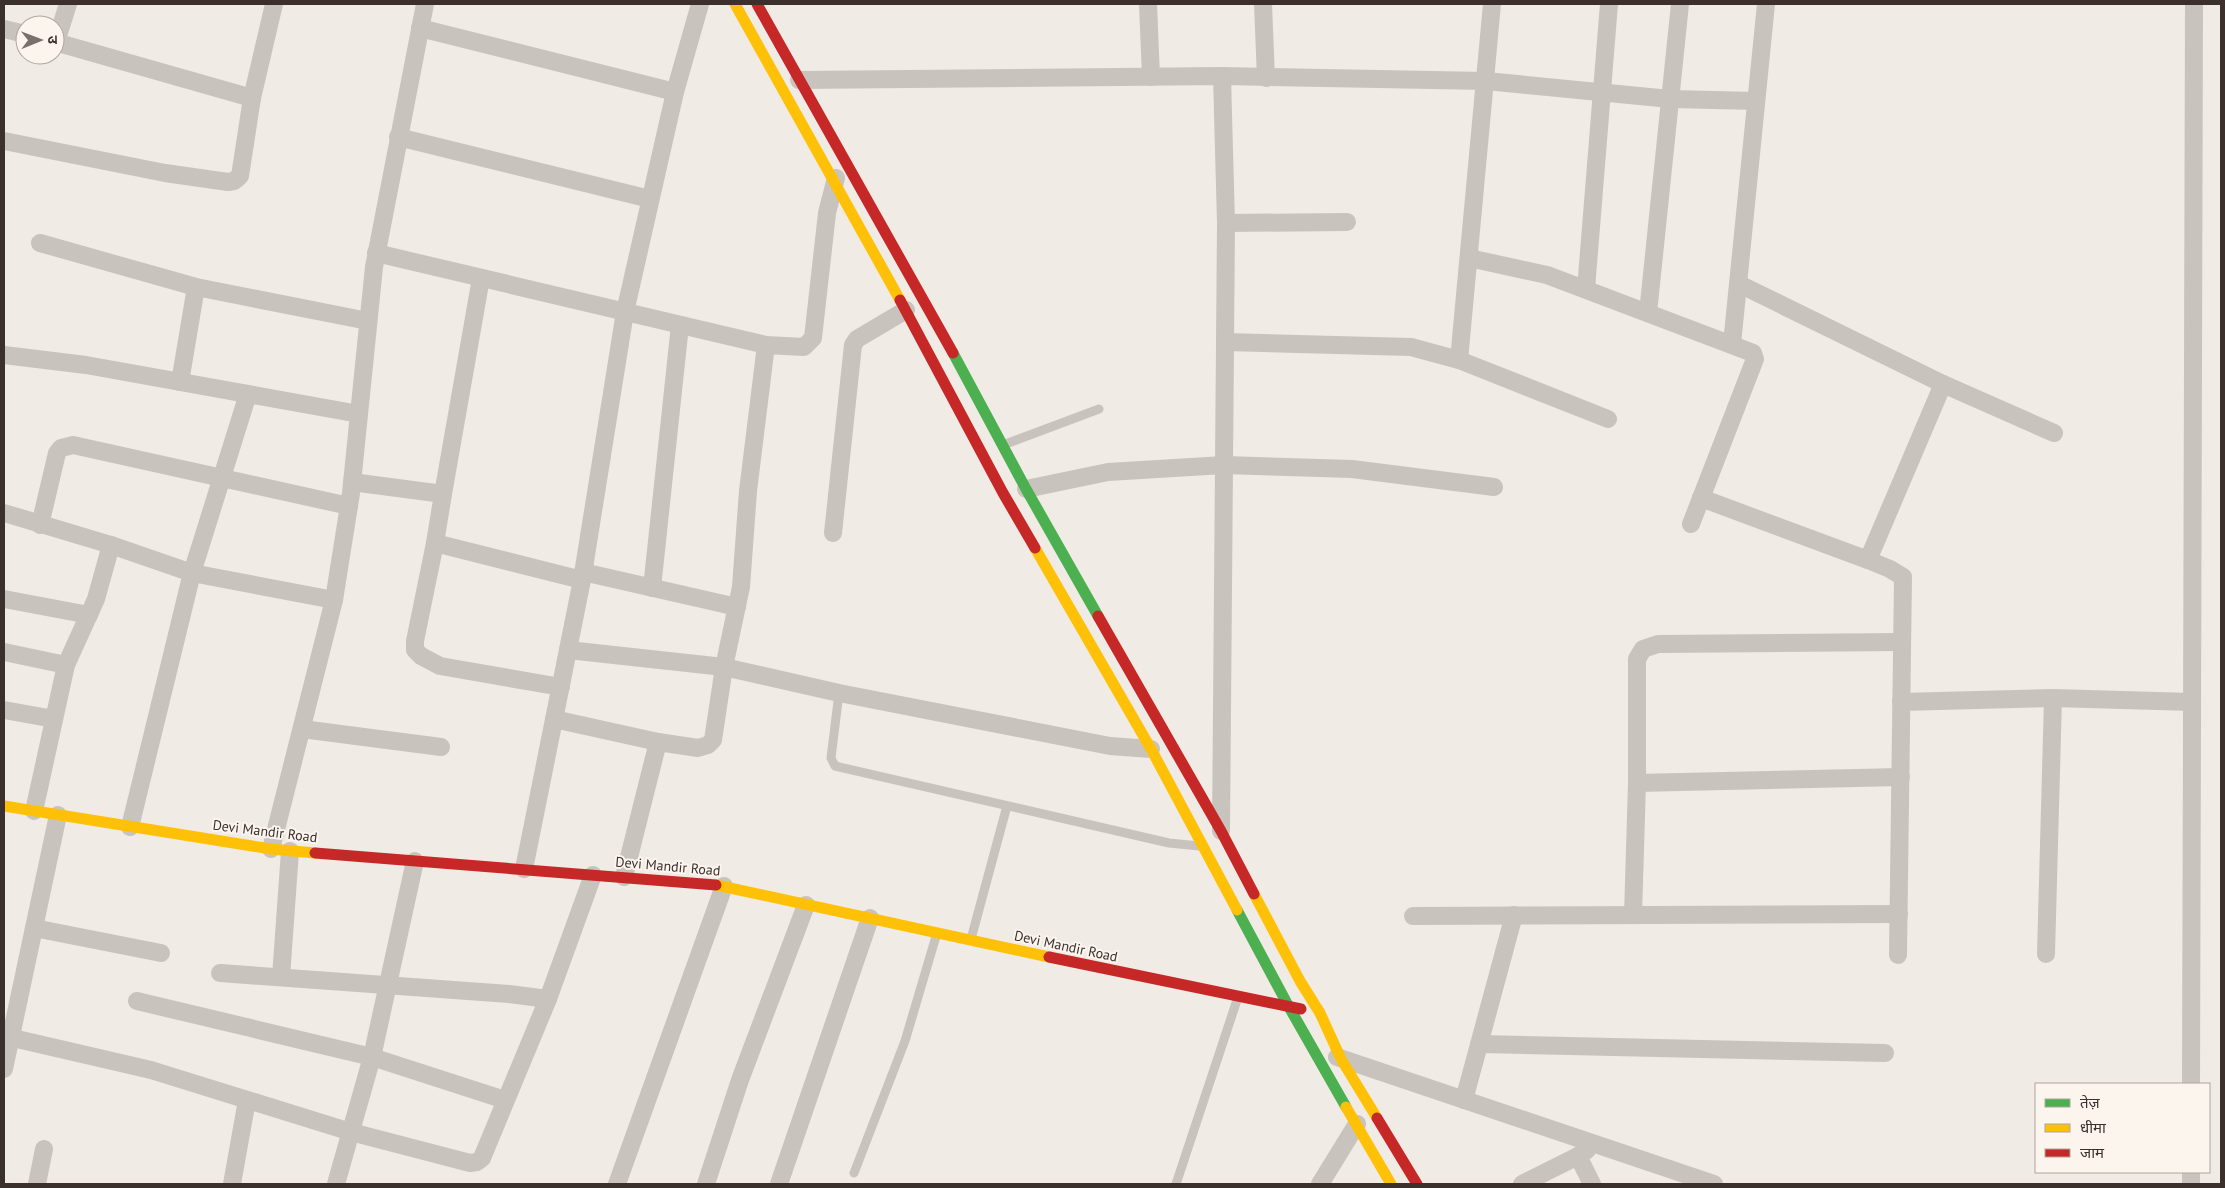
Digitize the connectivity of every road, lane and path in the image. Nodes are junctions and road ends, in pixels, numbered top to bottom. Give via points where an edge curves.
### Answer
1 (274, 4) edge
2 (425, 4) edge
3 (700, 4) edge
4 (734, 4) edge
5 (757, 4) edge
6 (1148, 4) edge
7 (1263, 4) edge
8 (1492, 4) edge
9 (1609, 4) edge
10 (1680, 4) edge
11 (1766, 4) edge
12 (2194, 4) edge
13 (420, 28) junction
14 (65, 45) edge
15 (1222, 76) junction
16 (1151, 77) junction
17 (1266, 78) junction
18 (799, 80) junction
19 (1486, 81) junction
20 (1601, 91) junction
21 (675, 92) junction
22 (252, 98) junction
23 (1670, 99) junction
24 (1756, 101) junction
25 (398, 137) junction
26 (4, 141) edge
27 (844, 159) junction
28 (835, 183) junction
29 (650, 199) junction
30 (1347, 222) dead end
31 (1226, 223) junction
32 (40, 244) dead end
33 (376, 253) junction
34 (1468, 258) junction
35 (481, 278) junction
36 (1738, 284) junction
37 (196, 287) junction
38 (1586, 289) junction
39 (906, 310) junction
40 (625, 312) junction
41 (1648, 313) junction
42 (368, 321) junction
43 (680, 325) junction
44 (1225, 342) junction
45 (1732, 344) junction
46 (766, 345) junction
47 (4, 356) edge
48 (1459, 360) junction
49 (180, 382) junction
50 (1943, 384) junction
51 (248, 394) junction
52 (1099, 409) dead end
53 (359, 414) junction
54 (1608, 419) dead end
55 (2054, 433) dead end
56 (992, 449) junction
57 (1224, 465) junction
58 (222, 478) junction
59 (352, 482) junction
60 (1494, 488) dead end
61 (1026, 489) junction
62 (443, 494) junction
63 (1701, 498) junction
64 (349, 506) junction
65 (4, 514) edge
66 (1692, 524) dead end
67 (40, 525) junction
68 (833, 533) dead end
69 (436, 543) junction
70 (111, 545) junction
71 (1868, 560) junction
72 (192, 573) junction
73 (583, 576) junction
74 (652, 588) junction
75 (4, 599) edge
76 (334, 600) junction
77 (737, 606) junction
78 (89, 615) junction
79 (1902, 642) junction
80 (568, 650) junction
81 (4, 652) edge
82 (66, 665) junction
83 (724, 667) junction
84 (561, 687) junction
85 (839, 693) junction
86 (2053, 698) junction
87 (1901, 702) junction
88 (2192, 702) junction
89 (4, 710) edge
90 (54, 719) junction
91 (554, 719) junction
92 (302, 729) junction
93 (658, 742) junction
94 (441, 746) dead end
95 (1151, 749) junction
96 (1901, 777) junction
97 (1637, 783) junction
98 (4, 806) edge
99 (1007, 806) junction
100 (34, 811) junction
101 (58, 815) junction
102 (130, 827) junction
103 (1221, 831) junction
104 (1203, 846) junction
105 (271, 849) junction
106 (290, 851) junction
107 (415, 860) junction
108 (524, 869) junction
109 (593, 874) junction
110 (624, 877) junction
111 (724, 886) junction
112 (806, 904) junction
113 (1899, 914) junction
114 (1514, 915) junction
115 (1633, 915) junction
116 (1413, 916) dead end
117 (870, 918) junction
118 (34, 928) junction
119 (937, 933) junction
120 (970, 941) junction
121 (161, 953) dead end
122 (2046, 954) dead end
123 (1898, 956) dead end
124 (220, 973) dead end
125 (281, 977) junction
126 (389, 985) junction
127 (1238, 996) junction
128 (548, 999) junction
129 (137, 1001) dead end
130 (1289, 1007) junction
131 (1320, 1013) junction
132 (7, 1037) edge
133 (1479, 1044) junction
134 (1316, 1050) junction
135 (1885, 1054) dead end
136 (372, 1057) junction
137 (1341, 1058) junction
138 (4, 1069) edge
139 (2191, 1083) edge
140 (247, 1100) junction
141 (505, 1100) junction
142 (1464, 1100) junction
143 (1357, 1124) junction
144 (351, 1132) junction
145 (1596, 1145) junction
146 (44, 1149) dead end
147 (1578, 1156) junction
148 (854, 1173) dead end
149 (622, 1183) edge
150 (37, 1184) edge
151 (232, 1184) edge
152 (336, 1184) edge
153 (706, 1184) edge
154 (778, 1184) edge
155 (1176, 1184) edge
156 (1320, 1184) edge
157 (1391, 1184) edge
158 (1417, 1184) edge
159 (1522, 1184) edge
160 (1592, 1184) edge
161 (1714, 1184) edge

1 - 22 street
2 - 13 street
3 - 21 street
4 - 28 street
5 - 18 street
6 - 16 street
7 - 17 street
8 - 19 street
9 - 20 street
10 - 23 street
11 - 24 street
12 - 88 street
13 - 21 street
13 - 25 street
14 - 22 street
15 - 16 street
15 - 17 street
15 - 31 street
16 - 18 street
17 - 19 street
18 - 27 street
19 - 20 street
19 - 34 street
20 - 23 street
20 - 38 street
21 - 29 street
22 - 26 street via 240,176 234,181 165,172
23 - 24 street
23 - 41 street
24 - 36 street
25 - 29 street
25 - 33 street
27 - 28 street
27 - 56 street via 938,323
28 - 39 street
28 - 46 street via 827,213 813,338 804,347
29 - 40 street
30 - 31 street
31 - 44 street
32 - 37 street
33 - 35 street
33 - 42 street
34 - 38 street via 1547,275
34 - 48 street
35 - 40 street
35 - 62 street
36 - 45 street
36 - 50 street
37 - 42 street
37 - 49 street
38 - 41 street
39 - 56 street
39 - 68 street via 857,339 853,345
40 - 43 street
40 - 73 street
41 - 45 street
42 - 53 street
43 - 46 street
43 - 74 street
44 - 48 street via 1411,347
44 - 57 street
45 - 63 street via 1753,352 1755,359
46 - 77 street
47 - 49 street via 86,364
48 - 54 street
49 - 51 street
50 - 55 street
50 - 71 street
51 - 53 street
51 - 58 street
52 - 56 lane
53 - 59 street
56 - 61 street
56 - 95 street via 1003,494
57 - 60 street via 1352,469
57 - 61 street via 1108,472
57 - 103 street
58 - 64 street
58 - 67 street via 66,446 57,454
58 - 72 street
59 - 62 street
59 - 64 street
61 - 103 street
62 - 69 street
63 - 66 street
63 - 71 street
64 - 76 street
65 - 67 street
67 - 70 street
69 - 73 street
69 - 84 street via 415,650 440,666
70 - 72 street
70 - 78 street
71 - 79 street via 1903,577
72 - 76 street
72 - 102 street
73 - 74 street
73 - 80 street
74 - 77 street
75 - 78 street
76 - 92 street
77 - 83 street
78 - 82 street
79 - 87 street
79 - 97 street via 1658,644 1643,649 1637,659
80 - 83 street
80 - 84 street
81 - 82 street
82 - 90 street
83 - 85 street
83 - 93 street via 713,740 698,748
84 - 91 street
85 - 95 street via 1110,746
85 - 99 lane via 831,758 835,766
86 - 87 street
86 - 88 street
86 - 122 street
87 - 96 street
88 - 139 street
89 - 90 street
90 - 100 street
91 - 93 street
91 - 108 street
92 - 94 street
92 - 105 street
93 - 110 street
95 - 104 street
96 - 97 street
96 - 113 street
97 - 115 street
98 - 100 street, Devi Mandir Road
99 - 104 lane via 1169,844
99 - 120 lane
100 - 101 street, Devi Mandir Road
101 - 102 street, Devi Mandir Road
101 - 118 street
102 - 105 street, Devi Mandir Road
103 - 131 street
104 - 130 street
105 - 106 street, Devi Mandir Road
106 - 107 street, Devi Mandir Road
106 - 125 street
107 - 108 street, Devi Mandir Road
107 - 126 street
108 - 109 street, Devi Mandir Road
109 - 110 street, Devi Mandir Road
109 - 128 street
110 - 111 street, Devi Mandir Road
111 - 112 street, Devi Mandir Road
111 - 149 street
112 - 117 street, Devi Mandir Road
112 - 153 street via 740,1080
113 - 115 street
113 - 123 street
114 - 115 street
114 - 116 street
114 - 133 street
117 - 119 street, Devi Mandir Road
117 - 154 street
118 - 121 street
118 - 132 street
119 - 120 street, Devi Mandir Road
119 - 148 lane via 905,1041
120 - 127 street, Devi Mandir Road
124 - 125 street
125 - 126 street
126 - 128 street
126 - 136 street
127 - 130 street, Devi Mandir Road
127 - 155 lane
128 - 141 street
129 - 136 street
130 - 131 street, Devi Mandir Road
130 - 134 street
131 - 137 street
132 - 138 street
132 - 140 street via 151,1070
133 - 135 street
133 - 142 street
134 - 137 street
134 - 143 street
136 - 141 street
136 - 144 street
137 - 142 street
137 - 158 street
140 - 144 street
140 - 151 street
141 - 144 street via 482,1158 477,1162 470,1163
142 - 145 street
143 - 156 street
143 - 157 street
144 - 152 street
145 - 147 street
145 - 161 street
146 - 150 street
147 - 159 street
147 - 160 street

#### WHAT YOU HAVE TO DO
Find each line in the data above with the word "lane", then copy it.

#### TASK RESULT
Digitize the connectivity of every road, lane and path in the image. Nodes are junctions and road ends, in pixels, numbered top to bottom. Give via points where an edge curves.
52 - 56 lane
85 - 99 lane via 831,758 835,766
99 - 104 lane via 1169,844
99 - 120 lane
119 - 148 lane via 905,1041
127 - 155 lane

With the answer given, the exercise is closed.